* _Source records_:
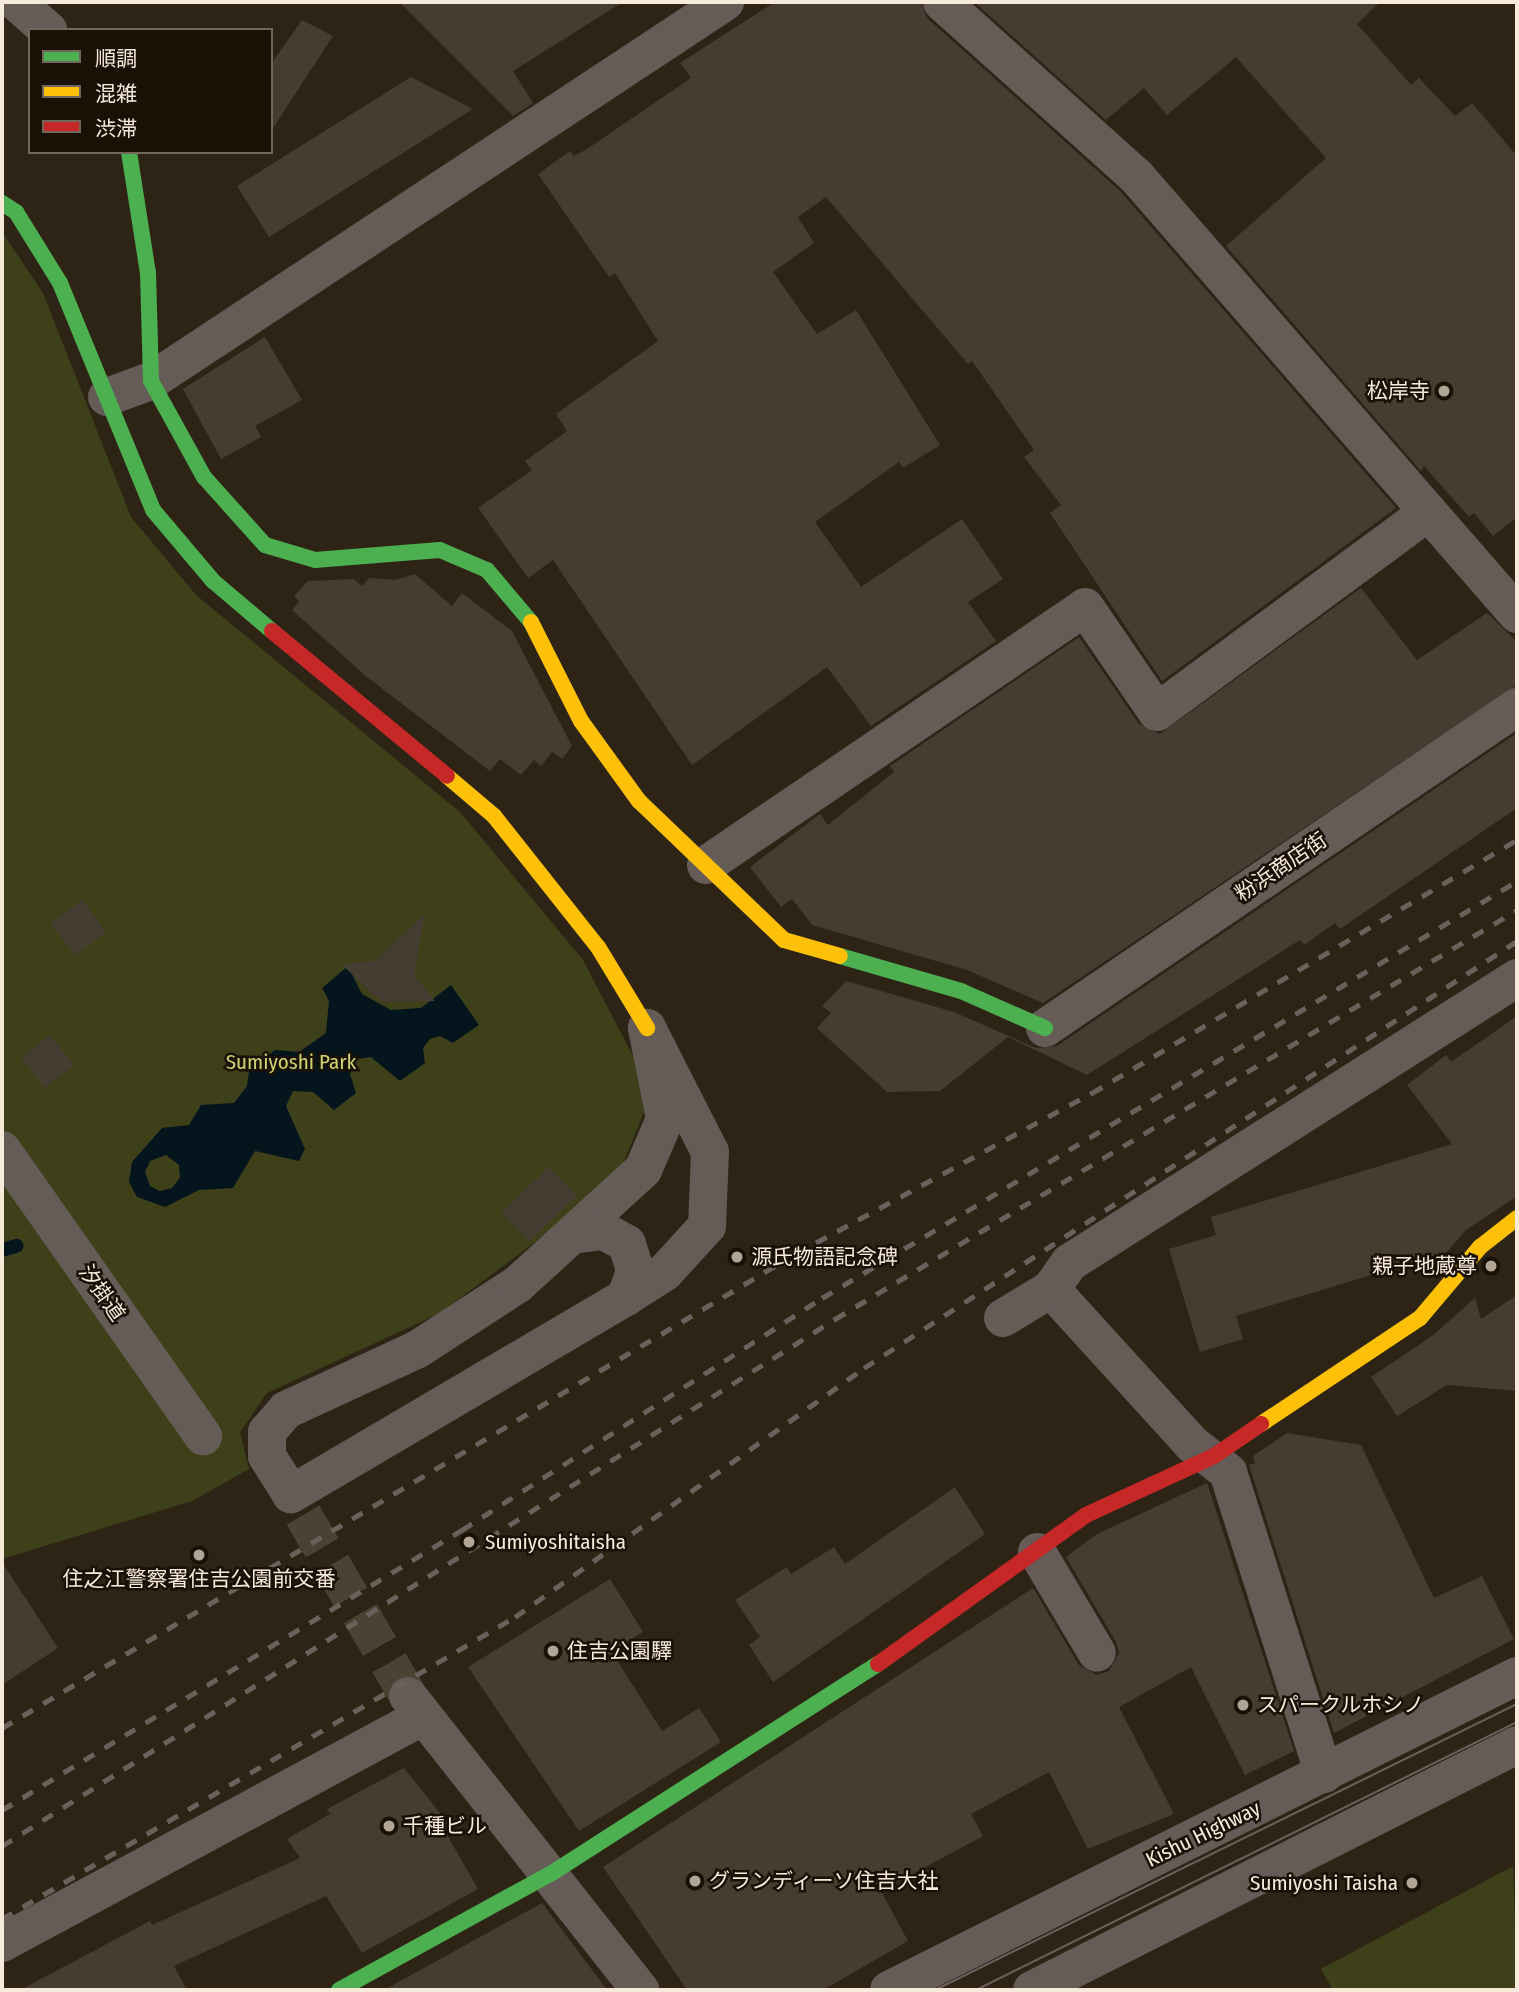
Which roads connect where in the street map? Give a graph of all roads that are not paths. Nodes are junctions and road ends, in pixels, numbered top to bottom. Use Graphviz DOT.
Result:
graph roads {
  1 [pos="16,2"];
  2 [pos="725,2"];
  3 [pos="942,2"];
  4 [pos="46,28"];
  5 [pos="129,154"];
  6 [pos="2,203"];
  7 [pos="151,381"];
  8 [pos="107,397"];
  9 [pos="1428,512"];
  10 [pos="1517,614"];
  11 [pos="1517,707"];
  12 [pos="706,865"];
  13 [pos="1517,978"];
  14 [pos="647,1028"];
  15 [pos="1045,1028"];
  16 [pos="2,1150"];
  17 [pos="1517,1218"];
  18 [pos="579,1234"];
  19 [pos="1051,1289"];
  20 [pos="626,1297"];
  21 [pos="1003,1318"];
  22 [pos="202,1436"];
  23 [pos="1214,1456"];
  24 [pos="1037,1552"];
  25 [pos="1097,1653"];
  26 [pos="1517,1676"];
  27 [pos="1517,1745"];
  28 [pos="1324,1774"];
  29 [pos="552,1873"];
  30 [pos="2,1943"];
  31 [pos="339,1990"];
  32 [pos="640,1990"];
  33 [pos="889,1990"];
  34 [pos="1032,1990"];
  1 -- 4 [label="street"];
  2 -- 7 [label="street"];
  3 -- 9 [label="street"];
  5 -- 7 [label="street"];
  6 -- 8 [label="street"];
  7 -- 8 [label="street"];
  7 -- 12 [label="street"];
  8 -- 14 [label="street"];
  9 -- 10 [label="street"];
  9 -- 12 [label="street"];
  11 -- 15 [label="street, 粉浜商店街"];
  12 -- 15 [label="street"];
  13 -- 19 [label="street"];
  14 -- 18 [label="street"];
  14 -- 20 [label="street"];
  16 -- 22 [label="street, 汐掛道"];
  17 -- 23 [label="street"];
  18 -- 20 [label="street"];
  18 -- 20 [label="street"];
  19 -- 21 [label="street"];
  19 -- 23 [label="street"];
  23 -- 24 [label="street"];
  23 -- 28 [label="street"];
  24 -- 25 [label="street"];
  24 -- 29 [label="street"];
  26 -- 28 [label="street, Kishu Highway"];
  27 -- 34 [label="street"];
  28 -- 33 [label="street, Kishu Highway"];
  29 -- 30 [label="street"];
  29 -- 31 [label="street"];
  29 -- 32 [label="street"];
}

* _Task_:
The records above are to be restated exactly, without their pictures.

* _Task answer_:
Which roads connect where in the street map? Give a graph of all roads that are not paths. Nodes are junctions and road ends, in pixels, numbered top to bottom. Use Graphviz DOT.
Result:
graph roads {
  1 [pos="16,2"];
  2 [pos="725,2"];
  3 [pos="942,2"];
  4 [pos="46,28"];
  5 [pos="129,154"];
  6 [pos="2,203"];
  7 [pos="151,381"];
  8 [pos="107,397"];
  9 [pos="1428,512"];
  10 [pos="1517,614"];
  11 [pos="1517,707"];
  12 [pos="706,865"];
  13 [pos="1517,978"];
  14 [pos="647,1028"];
  15 [pos="1045,1028"];
  16 [pos="2,1150"];
  17 [pos="1517,1218"];
  18 [pos="579,1234"];
  19 [pos="1051,1289"];
  20 [pos="626,1297"];
  21 [pos="1003,1318"];
  22 [pos="202,1436"];
  23 [pos="1214,1456"];
  24 [pos="1037,1552"];
  25 [pos="1097,1653"];
  26 [pos="1517,1676"];
  27 [pos="1517,1745"];
  28 [pos="1324,1774"];
  29 [pos="552,1873"];
  30 [pos="2,1943"];
  31 [pos="339,1990"];
  32 [pos="640,1990"];
  33 [pos="889,1990"];
  34 [pos="1032,1990"];
  1 -- 4 [label="street"];
  2 -- 7 [label="street"];
  3 -- 9 [label="street"];
  5 -- 7 [label="street"];
  6 -- 8 [label="street"];
  7 -- 8 [label="street"];
  7 -- 12 [label="street"];
  8 -- 14 [label="street"];
  9 -- 10 [label="street"];
  9 -- 12 [label="street"];
  11 -- 15 [label="street, 粉浜商店街"];
  12 -- 15 [label="street"];
  13 -- 19 [label="street"];
  14 -- 18 [label="street"];
  14 -- 20 [label="street"];
  16 -- 22 [label="street, 汐掛道"];
  17 -- 23 [label="street"];
  18 -- 20 [label="street"];
  18 -- 20 [label="street"];
  19 -- 21 [label="street"];
  19 -- 23 [label="street"];
  23 -- 24 [label="street"];
  23 -- 28 [label="street"];
  24 -- 25 [label="street"];
  24 -- 29 [label="street"];
  26 -- 28 [label="street, Kishu Highway"];
  27 -- 34 [label="street"];
  28 -- 33 [label="street, Kishu Highway"];
  29 -- 30 [label="street"];
  29 -- 31 [label="street"];
  29 -- 32 [label="street"];
}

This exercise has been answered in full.